Incontro con dei giovani eritrei in viaggio verso l’Inghilterra

Mio padre è quel che si suol dire un pendolare, cioè una persona che prende il treno tutti i giorni per arrivare al lavoro. In una torrida giornata di luglio, mentre era in treno per raggiungere Liegi, i suoi occhi hanno incrociato lo sguardo di quattro giovani migranti intenti a dirigersi in fondo al treno per nascondersi dal controllore. Qualche decina di minuti più tardi, mentre il controllore tornava dal portello nel quale si erano nascosti i giovani, mio padre lo vide tirar fuori il suo telefono; volendo evitare che il controllore avvisasse la polizia della ferrovia, mio padre pagò i biglietti dei quattro migranti a patto che il controllore chiudesse la sua chiamata.

È grazie a questo incidente che ho avuto l’occasione di incontrare Efi, Afie, Mera e Mulie che qualche giorno più tardi hanno ricontattato mio padre nella speranza di trovare un posto dove farsi una doccia. Mentre gli serviamo un buon piatto di pasta con le zucchine, pregano spiegandoci di essere ortodossi e di venire dall’Eritrea; Afie, il più grande, ha 25 anni, Mera ne ha 16, sono partiti da casa loro circa due anni fa, dopo aver passato ognuno un anno in Libia, dove le circostanze che descrivono ci danno l’impressione che hanno lasciato un inferno per trovarne un altro.

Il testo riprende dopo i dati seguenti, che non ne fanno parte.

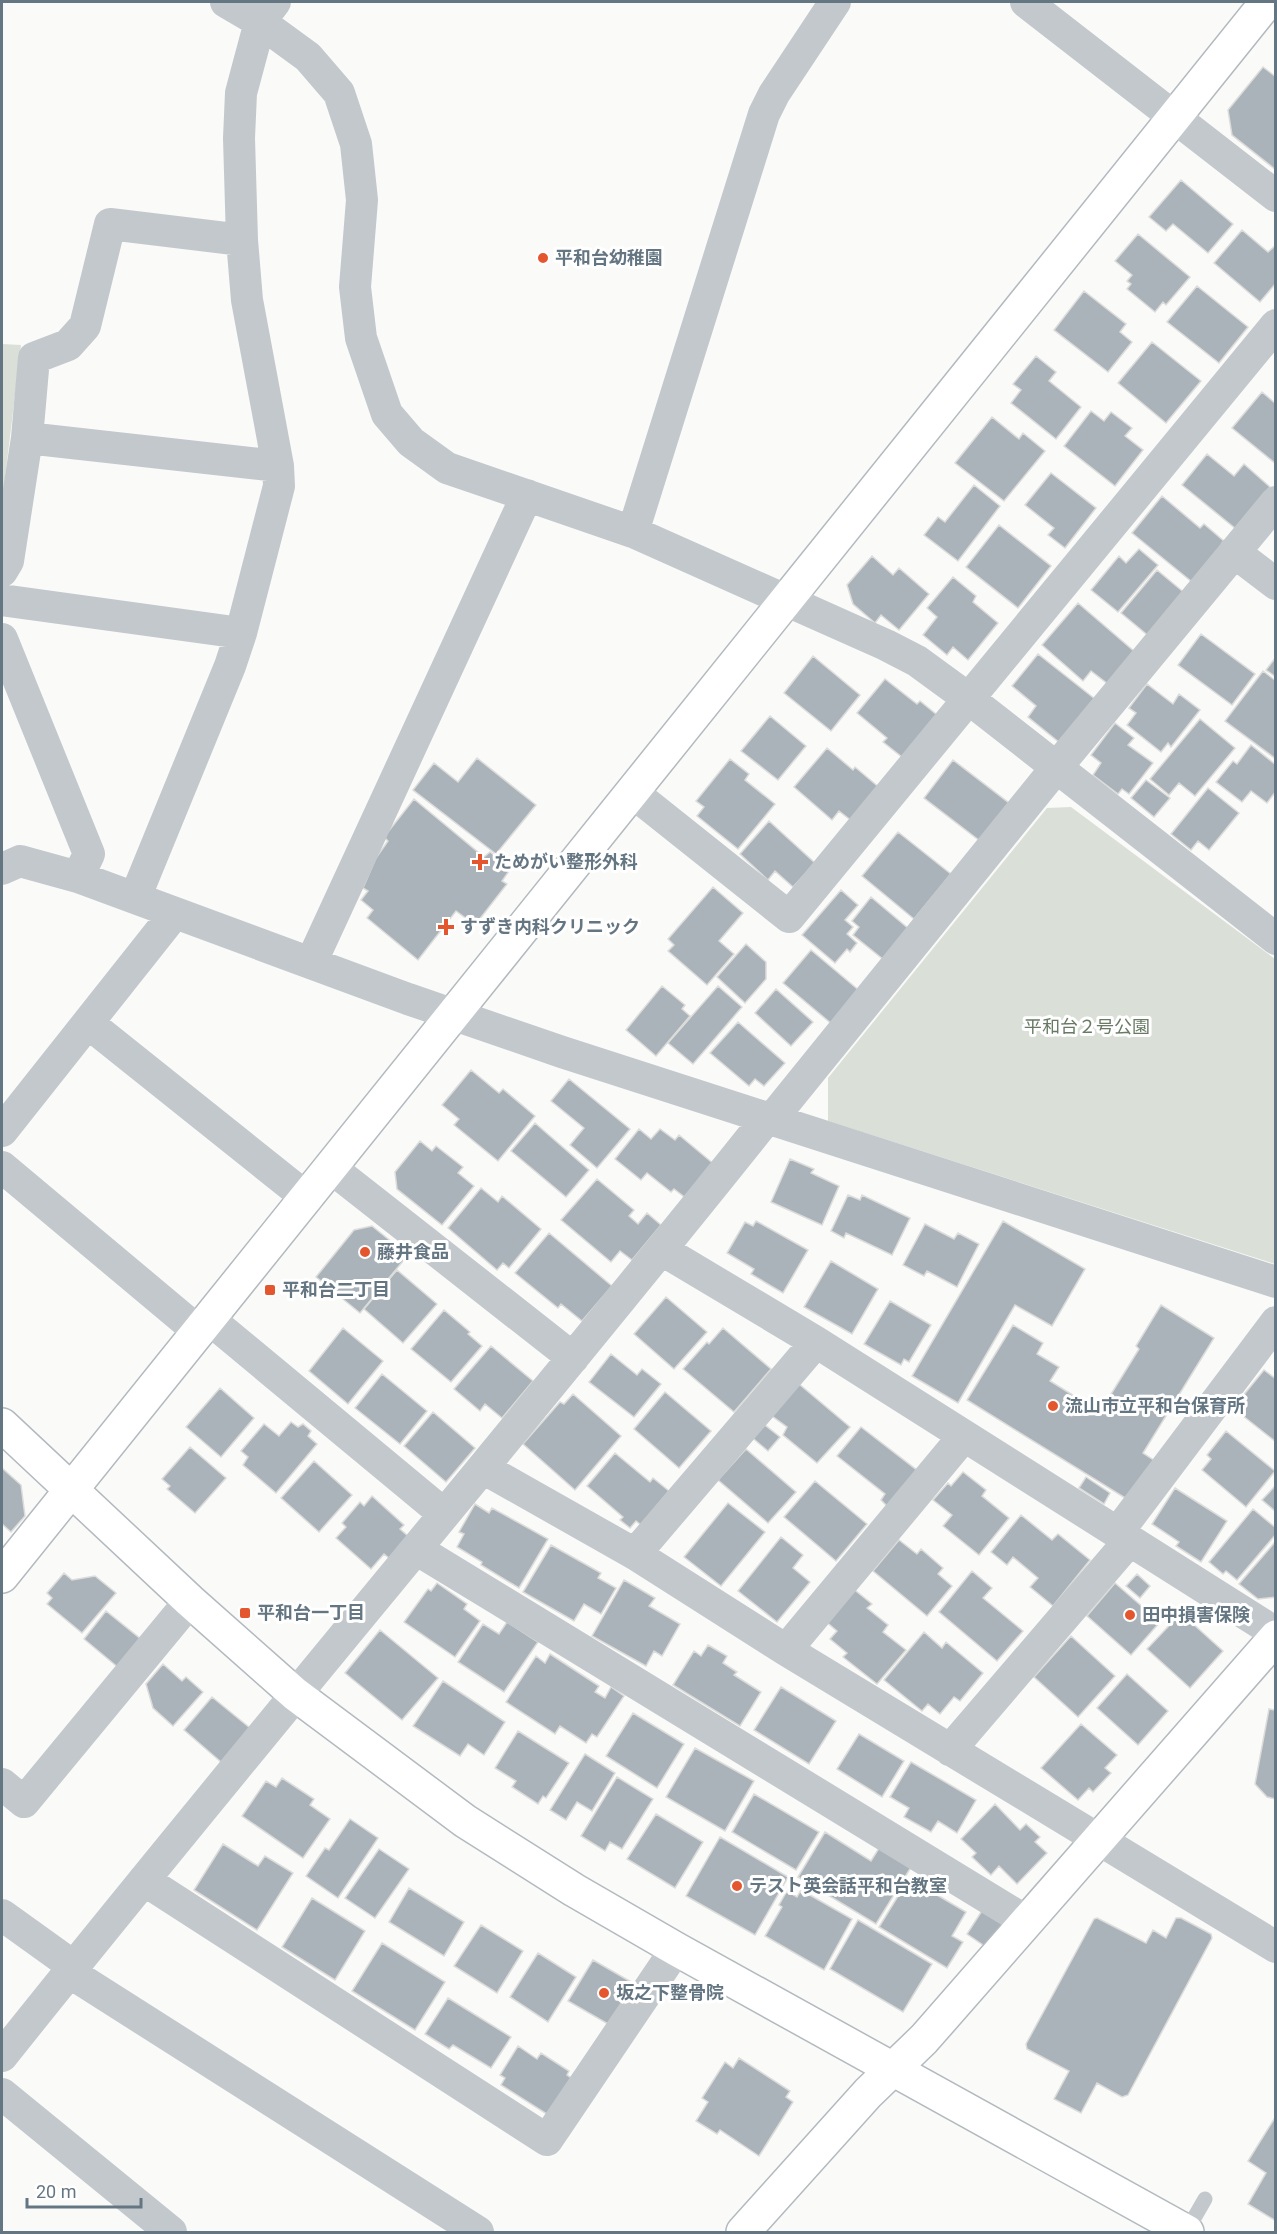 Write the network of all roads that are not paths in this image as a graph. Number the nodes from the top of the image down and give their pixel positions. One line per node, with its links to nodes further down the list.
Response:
1 (226, 2): 5 (street)
2 (835, 2): 14 (street)
3 (1026, 2): 6 (street)
4 (1267, 2): 6 (street)
5 (268, 12): 8 (street); 12 (street)
6 (1173, 118): 7 (street); 18 (street)
7 (1275, 196)
8 (242, 240): 10 (street); 11 (street)
9 (1275, 325): 22 (street)
10 (27, 438): 11 (street); 16 (street)
11 (278, 466): 20 (street)
12 (527, 495): 14 (street); 30 (street)
13 (1275, 502): 15 (street)
14 (633, 532): 18 (street)
15 (1234, 552): 17 (street); 23 (street)
16 (2, 571)
17 (1275, 584)
18 (786, 599): 22 (street); 24 (street)
19 (2, 600): 20 (street)
20 (241, 633): 27 (street)
21 (2, 639): 26 (street)
22 (969, 699): 23 (street); 24 (street)
23 (1056, 768): 29 (street); 33 (street)
24 (632, 792): 31 (street)
25 (2, 869): 26 (street)
26 (78, 878): 27 (street)
27 (135, 898): 28 (street)
28 (174, 914): 30 (street); 32 (street)
29 (1275, 939)
30 (311, 963): 31 (street)
31 (452, 1014): 33 (street); 36 (street)
32 (88, 1023): 34 (street); 37 (street)
33 (769, 1119): 38 (street); 39 (street)
34 (2, 1131)
35 (2, 1167): 41 (street)
36 (331, 1168): 37 (street); 43 (street)
37 (307, 1198): 41 (street)
38 (662, 1250): 42 (street); 43 (street)
39 (1275, 1282)
40 (1275, 1322): 49 (street)
41 (204, 1325): 47 (street); 48 (street)
42 (816, 1342): 45 (street); 51 (street)
43 (573, 1358): 46 (street)
44 (2, 1425): 47 (street)
45 (964, 1436): 49 (street); 55 (street)
46 (483, 1468): 48 (street); 51 (street)
47 (71, 1490): 52 (street); 53 (street)
48 (444, 1514): 50 (street)
49 (1124, 1536): 54 (street); 57 (street)
50 (416, 1549): 56 (street); 62 (street)
51 (635, 1554): 55 (street)
52 (2, 1576)
53 (190, 1600): 56 (street); 58 (street)
54 (1275, 1638): 59 (street)
55 (786, 1650): 57 (street)
56 (295, 1694): 60 (street); 64 (street)
57 (950, 1749): 59 (street)
58 (2, 1784)
59 (1097, 1839): 62 (street); 63 (street)
60 (144, 1880): 64 (street); 65 (street)
61 (2, 1915): 65 (street)
62 (1026, 1921): 67 (street)
63 (1275, 1947)
64 (676, 1949): 67 (street)
65 (71, 1969): 66 (street); 71 (street)
66 (2, 2056)
67 (893, 2070): 72 (street); 73 (street)
68 (2, 2094): 70 (street)
69 (1206, 2199): 73 (lane)
70 (171, 2232)
71 (478, 2232)
72 (743, 2232)
73 (1187, 2232)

La dichiarazione firmata il 9 luglio scorso tra Isaias Afwerki e Abiby Ahmed, il nuovo ministro etiope, prevede di mettere fine allo stato di guerra che va avanti dal 1993 tra i due Paesi. Nonostante questa dichiarazione offra un barlume di speranza per l’Eritrea, dato che il conflitto serviva a giustificare il mantenimento al potere d’Isaias Afwerki, a oggi niente è cambiato nella politica interna del Paese e le centinaia di giovani esiliati sognano sempre di trovare asilo altrove.
Dopo aver lasciato l’inferno dell’Eritrea, Efi, Afie, Mera e Mulie sono passati per la Libia, dove hanno dovuto aspettare un anno prima di salire su una nave per l’Europa. In realtà, le circostanze in Libia sono ancora più disastrose: i giovani raccontano infatti di aver subito delle violenze da parte delle forze di polizia libiche e di aver visto addirittura dei conoscenti farsi uccidere davanti ai loro occhi.

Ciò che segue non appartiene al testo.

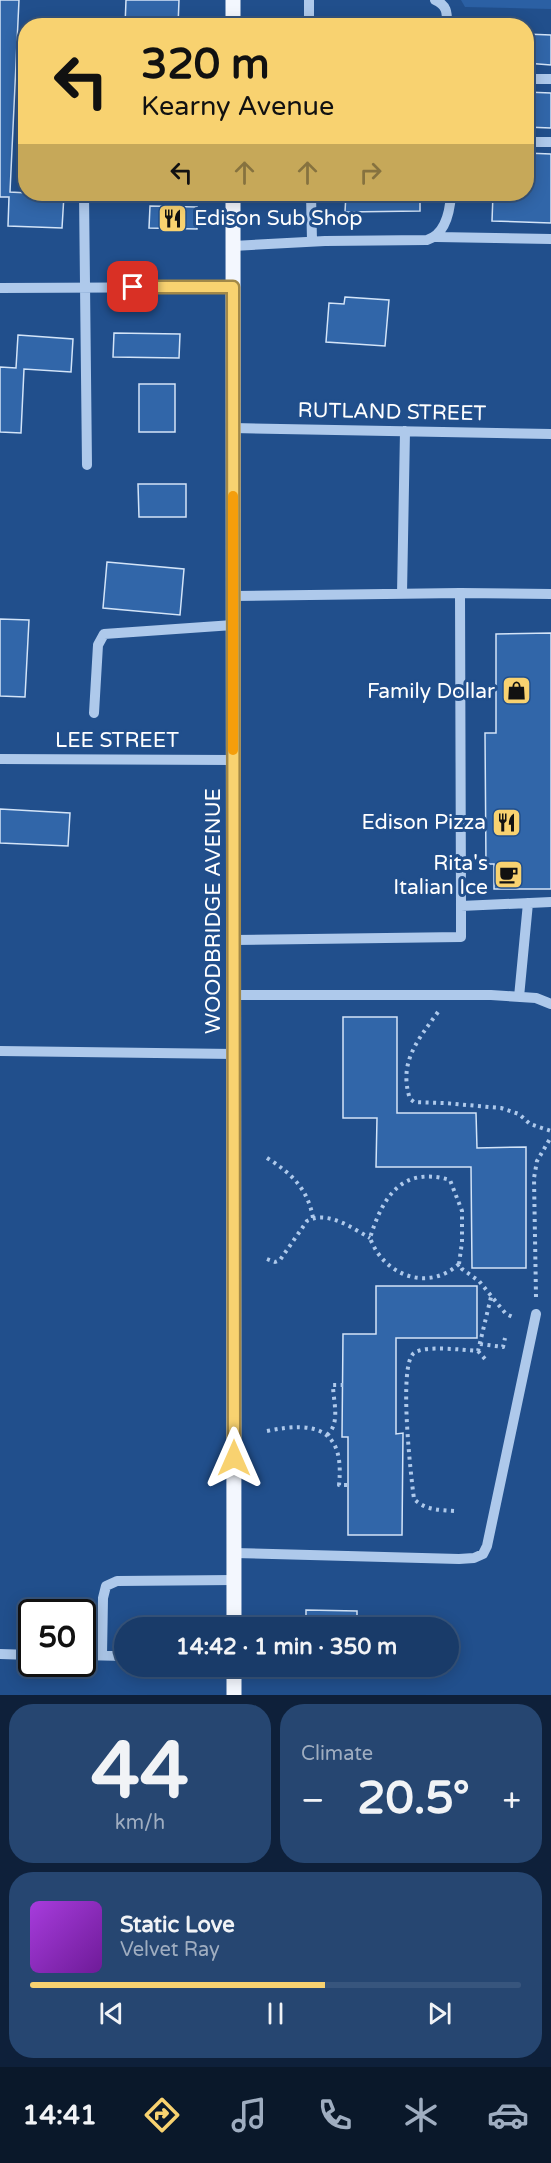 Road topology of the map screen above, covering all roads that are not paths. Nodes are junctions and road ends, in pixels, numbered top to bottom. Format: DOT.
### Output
graph roads {
  1 [pos="233,0"];
  2 [pos="309,0"];
  3 [pos="435,0"];
  4 [pos="233,18"];
  5 [pos="309,18"];
  6 [pos="447,18"];
  7 [pos="534,79"];
  8 [pos="551,79"];
  9 [pos="534,142"];
  10 [pos="551,142"];
  11 [pos="84,201"];
  12 [pos="233,201"];
  13 [pos="311,201"];
  14 [pos="451,201"];
  15 [pos="436,237"];
  16 [pos="551,239"];
  17 [pos="312,241"];
  18 [pos="233,246"];
  19 [pos="86,287"];
  20 [pos="233,287"];
  21 [pos="0,288"];
  22 [pos="233,428"];
  23 [pos="405,431"];
  24 [pos="551,434"];
  25 [pos="87,465"];
  26 [pos="460,593"];
  27 [pos="402,594"];
  28 [pos="551,594"];
  29 [pos="234,596"];
  30 [pos="233,625"];
  31 [pos="94,713"];
  32 [pos="0,759"];
  33 [pos="233,760"];
  34 [pos="551,902"];
  35 [pos="528,903"];
  36 [pos="461,906"];
  37 [pos="234,940"];
  38 [pos="234,995"];
  39 [pos="519,997"];
  40 [pos="551,1004"];
  41 [pos="0,1052"];
  42 [pos="234,1054"];
  43 [pos="536,1314"];
  44 [pos="234,1553"];
  45 [pos="234,1580"];
  46 [pos="234,1617"];
  47 [pos="0,1654"];
  48 [pos="18,1655"];
  49 [pos="96,1655"];
  50 [pos="102,1655"];
  51 [pos="114,1656"];
  52 [pos="234,1677"];
  53 [pos="234,1695"];
  1 -- 4 [label="main road"];
  2 -- 5 [label="street"];
  3 -- 6 [label="street"];
  7 -- 8 [label="street"];
  9 -- 10 [label="street"];
  11 -- 19 [label="street"];
  12 -- 18 [label="main road, WOODBRIDGE AVENUE"];
  13 -- 17 [label="street"];
  14 -- 15 [label="street"];
  15 -- 16 [label="street"];
  15 -- 17 [label="street"];
  17 -- 18 [label="street"];
  18 -- 20 [label="main road, WOODBRIDGE AVENUE"];
  19 -- 20 [label="street"];
  19 -- 21 [label="street"];
  19 -- 25 [label="street"];
  20 -- 22 [label="main road, WOODBRIDGE AVENUE"];
  22 -- 23 [label="street, RUTLAND STREET"];
  22 -- 29 [label="main road, WOODBRIDGE AVENUE"];
  23 -- 24 [label="street, RUTLAND STREET"];
  23 -- 27 [label="street"];
  26 -- 27 [label="street"];
  26 -- 28 [label="street"];
  26 -- 36 [label="street"];
  27 -- 29 [label="street"];
  29 -- 30 [label="main road, WOODBRIDGE AVENUE"];
  30 -- 31 [label="street"];
  30 -- 33 [label="main road, WOODBRIDGE AVENUE"];
  32 -- 33 [label="street, LEE STREET"];
  33 -- 37 [label="main road, WOODBRIDGE AVENUE"];
  34 -- 35 [label="street"];
  35 -- 36 [label="street"];
  35 -- 39 [label="street"];
  36 -- 37 [label="street"];
  37 -- 38 [label="main road, WOODBRIDGE AVENUE"];
  38 -- 39 [label="street"];
  38 -- 42 [label="main road, WOODBRIDGE AVENUE"];
  39 -- 40 [label="street"];
  41 -- 42 [label="street"];
  42 -- 44 [label="main road, WOODBRIDGE AVENUE"];
  43 -- 44 [label="street"];
  44 -- 45 [label="main road, WOODBRIDGE AVENUE"];
  45 -- 46 [label="main road, WOODBRIDGE AVENUE"];
  45 -- 50 [label="street"];
  47 -- 48 [label="street"];
  49 -- 50 [label="street"];
  50 -- 51 [label="street"];
  52 -- 53 [label="main road"];
}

Dopo la Libia sono arrivati in Europa attraverso l’Italia, dove le autorità hanno rilevato le loro impronte. Tuttavia, l’Italia offre poche possibilità di trovare un lavoro per via dell’arrivo massiccio di migranti nel Paese; Mera, pur essendo rimasta per 8 mesi ad Agrigento e parlando l’italiano ha dovuto rassegnarsi a lasciare la penisola per questo motivo.
I ragazzi hanno continuato la loro vita da esiliati sperando di raggiungere l’Inghilterra, alla ricerca di un lavoro. Ora sono in Belgio da un po’, Mulie da 3 mesi e gli altri da circa 3 settimane: passano le loro notti nelle aree di servizio dell’autostrada sperando di trovare un modo di raggiungere la Gran Bretagna. Ci spiegano che le loro settimane consistono nel vagabondare, la notte nelle autostrade e il giorno nelle città, dormendo pochissimo o non dormendo affatto e non mangiando praticamente nulla. Nel weekend vanno a Bruxelles, al parco Maximilien, soprannominato umoristicamente “Green hostel”; lì sperano di essere ripartiti nelle famiglie della città belga per riposarsi, mentre i meno fortunati restano nel parco sperando di non farsi beccare dalla polizia.

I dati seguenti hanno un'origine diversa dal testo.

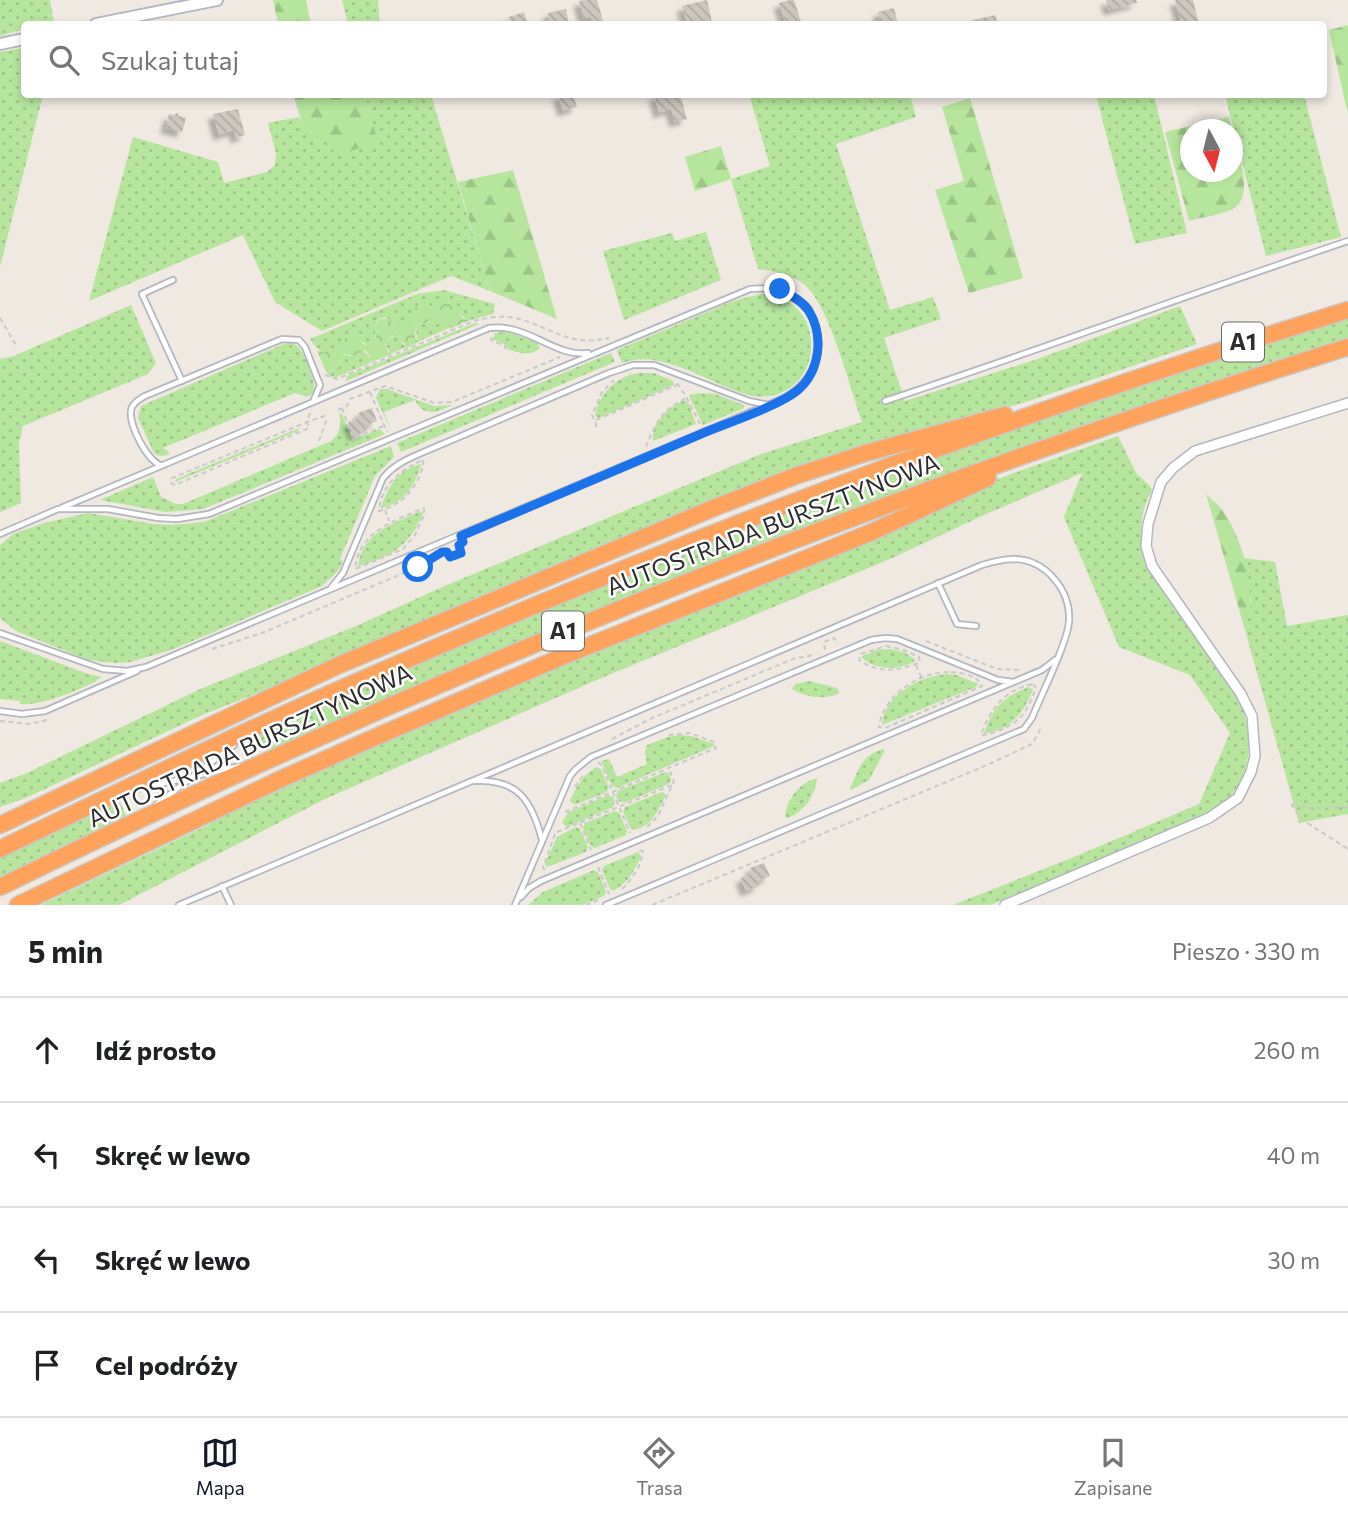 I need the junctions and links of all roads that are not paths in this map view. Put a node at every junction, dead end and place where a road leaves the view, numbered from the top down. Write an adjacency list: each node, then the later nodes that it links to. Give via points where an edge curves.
1 (218, 0): 2 (street)
2 (111, 21)
3 (21, 40): 4 (street)
4 (0, 44)
5 (1348, 242): 12 (lane)
6 (173, 280): 11 (lane, via 142,294)
7 (1348, 310): 10 (highway, AUTOSTRADA BURSZTYNOWA / A1)
8 (1348, 347): 16 (highway, AUTOSTRADA BURSZTYNOWA / A1)
9 (596, 351): 13 (lane, via 571,352 508,327 491,328); 15 (lane, via 738,292 780,289 808,310 818,346 805,383); 18 (lane, via 209,514 158,519 108,509)
10 (1139, 378): 28 (highway, AUTOSTRADA BURSZTYNOWA / A1, via 886,467 663,554); 33 (highway, via 799,475 339,665)
11 (182, 381): 13 (lane, via 293,338 304,344 319,378); 17 (lane, via 139,400 131,410 145,452)
12 (885, 401)
13 (313, 402): 17 (lane)
14 (1348, 403): 48 (street, via 1195,451 1161,482 1152,506 1146,546 1152,566 1252,716 1255,756 1238,798 1209,818)
15 (769, 405): 21 (lane); 21 (lane, via 642,364 508,416 390,470 343,573)
16 (1142, 414): 29 (highway, AUTOSTRADA BURSZTYNOWA / A1, via 705,574); 39 (highway, via 862,536 378,736)
17 (160, 465): 18 (lane)
18 (58, 509): 19 (lane)
19 (0, 534)
20 (938, 583): 22 (lane, via 957,624); 24 (lane, via 996,561 1012,559 1039,566 1055,578 1068,606 1069,622); 31 (lane)
21 (329, 591): 25 (lane)
22 (976, 626)
23 (2, 631): 25 (lane, via 94,667 117,671)
24 (1056, 660): 26 (lane); 47 (lane, via 1024,729)
25 (146, 667): 27 (lane, via 45,711)
26 (1013, 682): 37 (lane, via 897,639 856,646 583,763 570,776); 42 (lane, via 541,881)
27 (0, 711)
28 (257, 727): 30 (lane); 32 (highway, AUTOSTRADA BURSZTYNOWA / A1)
29 (271, 759): 30 (lane); 36 (highway, AUTOSTRADA BURSZTYNOWA / A1)
30 (193, 776): 32 (lane); 36 (lane)
31 (470, 781): 37 (lane, via 492,780 516,790 531,806); 40 (lane)
32 (114, 794): 38 (highway, AUTOSTRADA BURSZTYNOWA / A1)
33 (51, 799): 34 (highway); 35 (highway)
34 (0, 812)
35 (0, 825)
36 (129, 825): 41 (highway, AUTOSTRADA BURSZTYNOWA / A1)
37 (543, 841): 42 (lane)
38 (0, 849)
39 (57, 886): 43 (highway); 44 (highway)
40 (222, 886): 45 (lane); 46 (lane)
41 (0, 887)
42 (516, 903)
43 (18, 905)
44 (28, 905)
45 (179, 905)
46 (231, 905)
47 (606, 905)
48 (1004, 905)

Ulie ci spiega che se potesse chiederebbe asilo in Belgio, perché le condizioni di vita e la possibilità di trovare un lavoro gli sembrano più eque; eppure, essendo registrato in Italia, è questo il solo paese dell’UE nel quale può deporre domanda d’asilo. In effetti questa è una regola prevista dal regolamento di Dublino; quest’ultimo ha un effetto perverso poiché porta inevitabilmente a una concentrazione di migranti nei Paesi più vicini al mediterraneo.
Coscienti del fatto che il regolamento di Dublino non gli permetta di richieder asilo in Belgio senza il rischio di essere espulsi verso l’Italia, anche chiedere asilo in Inghilterra è un’utopia, poiché anch’essa è sottomessa al regolamento di Dublino. Nonostante tutto ciò, dopo 2 anni di esilio e malgrado tutte le barriere che la fortezza Europa gli ha opposto, i 3 giovani non ne vogliono sapere di rinunciare alla ricerca di una vita migliore.